■ Your instructions
Reproduce the entire listing below verbatim.

■ Exercise materials

+ + + +

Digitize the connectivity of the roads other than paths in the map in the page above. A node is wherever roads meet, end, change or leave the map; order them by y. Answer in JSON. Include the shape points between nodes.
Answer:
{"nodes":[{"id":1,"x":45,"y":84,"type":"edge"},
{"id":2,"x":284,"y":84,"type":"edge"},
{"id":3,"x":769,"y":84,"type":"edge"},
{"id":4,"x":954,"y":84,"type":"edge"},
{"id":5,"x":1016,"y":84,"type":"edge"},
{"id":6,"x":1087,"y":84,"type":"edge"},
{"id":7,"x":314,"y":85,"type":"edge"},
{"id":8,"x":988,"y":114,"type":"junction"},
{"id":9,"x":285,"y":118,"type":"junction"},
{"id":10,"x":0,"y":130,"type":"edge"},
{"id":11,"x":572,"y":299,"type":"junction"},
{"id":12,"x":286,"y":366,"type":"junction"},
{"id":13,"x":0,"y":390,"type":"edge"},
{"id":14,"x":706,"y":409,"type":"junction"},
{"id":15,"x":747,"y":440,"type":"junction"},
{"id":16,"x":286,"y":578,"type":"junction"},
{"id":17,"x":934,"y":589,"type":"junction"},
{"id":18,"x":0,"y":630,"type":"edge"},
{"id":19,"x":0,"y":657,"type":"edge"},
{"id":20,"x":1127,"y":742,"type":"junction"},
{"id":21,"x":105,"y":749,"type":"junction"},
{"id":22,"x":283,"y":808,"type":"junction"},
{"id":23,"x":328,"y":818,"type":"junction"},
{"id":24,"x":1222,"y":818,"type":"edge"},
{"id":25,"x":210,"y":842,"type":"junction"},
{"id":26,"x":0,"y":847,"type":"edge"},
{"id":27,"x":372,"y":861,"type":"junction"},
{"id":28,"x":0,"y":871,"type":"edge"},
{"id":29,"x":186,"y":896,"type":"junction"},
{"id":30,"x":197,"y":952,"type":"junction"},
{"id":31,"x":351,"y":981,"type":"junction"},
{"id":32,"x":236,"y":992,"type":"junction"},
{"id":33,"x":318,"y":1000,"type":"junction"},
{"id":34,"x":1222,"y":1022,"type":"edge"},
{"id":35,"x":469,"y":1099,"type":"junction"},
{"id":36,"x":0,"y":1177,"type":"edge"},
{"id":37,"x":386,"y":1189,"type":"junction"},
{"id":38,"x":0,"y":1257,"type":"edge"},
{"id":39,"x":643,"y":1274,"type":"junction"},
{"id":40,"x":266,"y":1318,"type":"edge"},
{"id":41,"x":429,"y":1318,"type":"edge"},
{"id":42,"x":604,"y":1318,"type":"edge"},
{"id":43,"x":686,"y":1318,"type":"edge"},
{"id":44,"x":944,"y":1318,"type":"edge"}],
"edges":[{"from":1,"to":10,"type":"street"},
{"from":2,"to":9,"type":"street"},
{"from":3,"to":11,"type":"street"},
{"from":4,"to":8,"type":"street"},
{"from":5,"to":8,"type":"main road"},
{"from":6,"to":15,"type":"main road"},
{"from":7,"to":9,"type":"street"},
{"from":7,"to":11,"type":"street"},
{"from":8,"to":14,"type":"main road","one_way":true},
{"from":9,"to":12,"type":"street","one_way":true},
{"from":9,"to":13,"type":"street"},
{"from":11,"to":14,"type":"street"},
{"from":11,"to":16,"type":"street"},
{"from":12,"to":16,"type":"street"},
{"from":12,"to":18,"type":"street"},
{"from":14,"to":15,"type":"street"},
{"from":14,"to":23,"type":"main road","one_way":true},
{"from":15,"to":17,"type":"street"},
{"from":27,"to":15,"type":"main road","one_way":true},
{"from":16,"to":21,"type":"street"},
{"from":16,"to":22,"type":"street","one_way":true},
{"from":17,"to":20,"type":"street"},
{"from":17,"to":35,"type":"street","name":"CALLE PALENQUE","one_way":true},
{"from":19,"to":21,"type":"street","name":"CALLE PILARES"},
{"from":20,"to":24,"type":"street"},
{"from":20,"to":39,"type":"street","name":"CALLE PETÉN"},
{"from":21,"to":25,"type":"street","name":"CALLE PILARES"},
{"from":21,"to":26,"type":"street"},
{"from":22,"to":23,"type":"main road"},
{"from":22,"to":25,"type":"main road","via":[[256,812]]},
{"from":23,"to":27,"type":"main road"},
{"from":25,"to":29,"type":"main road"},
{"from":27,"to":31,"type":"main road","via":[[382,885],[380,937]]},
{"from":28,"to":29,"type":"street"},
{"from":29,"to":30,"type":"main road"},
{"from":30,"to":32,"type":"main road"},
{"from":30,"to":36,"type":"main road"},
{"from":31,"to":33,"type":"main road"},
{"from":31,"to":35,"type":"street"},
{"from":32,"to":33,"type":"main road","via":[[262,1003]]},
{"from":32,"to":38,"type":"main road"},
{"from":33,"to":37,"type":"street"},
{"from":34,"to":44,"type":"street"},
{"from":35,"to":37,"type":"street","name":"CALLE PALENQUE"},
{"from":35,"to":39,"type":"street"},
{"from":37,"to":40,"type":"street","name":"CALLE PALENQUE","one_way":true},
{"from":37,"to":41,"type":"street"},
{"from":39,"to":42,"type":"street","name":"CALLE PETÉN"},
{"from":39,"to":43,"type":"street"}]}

+ + + +

■ Exercise output
Digitize the connectivity of the roads other than paths in the map in the page above. A node is wherever roads meet, end, change or leave the map; order them by y. Answer in JSON. Include the shape points between nodes.
Answer:
{"nodes":[{"id":1,"x":45,"y":84,"type":"edge"},
{"id":2,"x":284,"y":84,"type":"edge"},
{"id":3,"x":769,"y":84,"type":"edge"},
{"id":4,"x":954,"y":84,"type":"edge"},
{"id":5,"x":1016,"y":84,"type":"edge"},
{"id":6,"x":1087,"y":84,"type":"edge"},
{"id":7,"x":314,"y":85,"type":"edge"},
{"id":8,"x":988,"y":114,"type":"junction"},
{"id":9,"x":285,"y":118,"type":"junction"},
{"id":10,"x":0,"y":130,"type":"edge"},
{"id":11,"x":572,"y":299,"type":"junction"},
{"id":12,"x":286,"y":366,"type":"junction"},
{"id":13,"x":0,"y":390,"type":"edge"},
{"id":14,"x":706,"y":409,"type":"junction"},
{"id":15,"x":747,"y":440,"type":"junction"},
{"id":16,"x":286,"y":578,"type":"junction"},
{"id":17,"x":934,"y":589,"type":"junction"},
{"id":18,"x":0,"y":630,"type":"edge"},
{"id":19,"x":0,"y":657,"type":"edge"},
{"id":20,"x":1127,"y":742,"type":"junction"},
{"id":21,"x":105,"y":749,"type":"junction"},
{"id":22,"x":283,"y":808,"type":"junction"},
{"id":23,"x":328,"y":818,"type":"junction"},
{"id":24,"x":1222,"y":818,"type":"edge"},
{"id":25,"x":210,"y":842,"type":"junction"},
{"id":26,"x":0,"y":847,"type":"edge"},
{"id":27,"x":372,"y":861,"type":"junction"},
{"id":28,"x":0,"y":871,"type":"edge"},
{"id":29,"x":186,"y":896,"type":"junction"},
{"id":30,"x":197,"y":952,"type":"junction"},
{"id":31,"x":351,"y":981,"type":"junction"},
{"id":32,"x":236,"y":992,"type":"junction"},
{"id":33,"x":318,"y":1000,"type":"junction"},
{"id":34,"x":1222,"y":1022,"type":"edge"},
{"id":35,"x":469,"y":1099,"type":"junction"},
{"id":36,"x":0,"y":1177,"type":"edge"},
{"id":37,"x":386,"y":1189,"type":"junction"},
{"id":38,"x":0,"y":1257,"type":"edge"},
{"id":39,"x":643,"y":1274,"type":"junction"},
{"id":40,"x":266,"y":1318,"type":"edge"},
{"id":41,"x":429,"y":1318,"type":"edge"},
{"id":42,"x":604,"y":1318,"type":"edge"},
{"id":43,"x":686,"y":1318,"type":"edge"},
{"id":44,"x":944,"y":1318,"type":"edge"}],
"edges":[{"from":1,"to":10,"type":"street"},
{"from":2,"to":9,"type":"street"},
{"from":3,"to":11,"type":"street"},
{"from":4,"to":8,"type":"street"},
{"from":5,"to":8,"type":"main road"},
{"from":6,"to":15,"type":"main road"},
{"from":7,"to":9,"type":"street"},
{"from":7,"to":11,"type":"street"},
{"from":8,"to":14,"type":"main road","one_way":true},
{"from":9,"to":12,"type":"street","one_way":true},
{"from":9,"to":13,"type":"street"},
{"from":11,"to":14,"type":"street"},
{"from":11,"to":16,"type":"street"},
{"from":12,"to":16,"type":"street"},
{"from":12,"to":18,"type":"street"},
{"from":14,"to":15,"type":"street"},
{"from":14,"to":23,"type":"main road","one_way":true},
{"from":15,"to":17,"type":"street"},
{"from":27,"to":15,"type":"main road","one_way":true},
{"from":16,"to":21,"type":"street"},
{"from":16,"to":22,"type":"street","one_way":true},
{"from":17,"to":20,"type":"street"},
{"from":17,"to":35,"type":"street","name":"CALLE PALENQUE","one_way":true},
{"from":19,"to":21,"type":"street","name":"CALLE PILARES"},
{"from":20,"to":24,"type":"street"},
{"from":20,"to":39,"type":"street","name":"CALLE PETÉN"},
{"from":21,"to":25,"type":"street","name":"CALLE PILARES"},
{"from":21,"to":26,"type":"street"},
{"from":22,"to":23,"type":"main road"},
{"from":22,"to":25,"type":"main road","via":[[256,812]]},
{"from":23,"to":27,"type":"main road"},
{"from":25,"to":29,"type":"main road"},
{"from":27,"to":31,"type":"main road","via":[[382,885],[380,937]]},
{"from":28,"to":29,"type":"street"},
{"from":29,"to":30,"type":"main road"},
{"from":30,"to":32,"type":"main road"},
{"from":30,"to":36,"type":"main road"},
{"from":31,"to":33,"type":"main road"},
{"from":31,"to":35,"type":"street"},
{"from":32,"to":33,"type":"main road","via":[[262,1003]]},
{"from":32,"to":38,"type":"main road"},
{"from":33,"to":37,"type":"street"},
{"from":34,"to":44,"type":"street"},
{"from":35,"to":37,"type":"street","name":"CALLE PALENQUE"},
{"from":35,"to":39,"type":"street"},
{"from":37,"to":40,"type":"street","name":"CALLE PALENQUE","one_way":true},
{"from":37,"to":41,"type":"street"},
{"from":39,"to":42,"type":"street","name":"CALLE PETÉN"},
{"from":39,"to":43,"type":"street"}]}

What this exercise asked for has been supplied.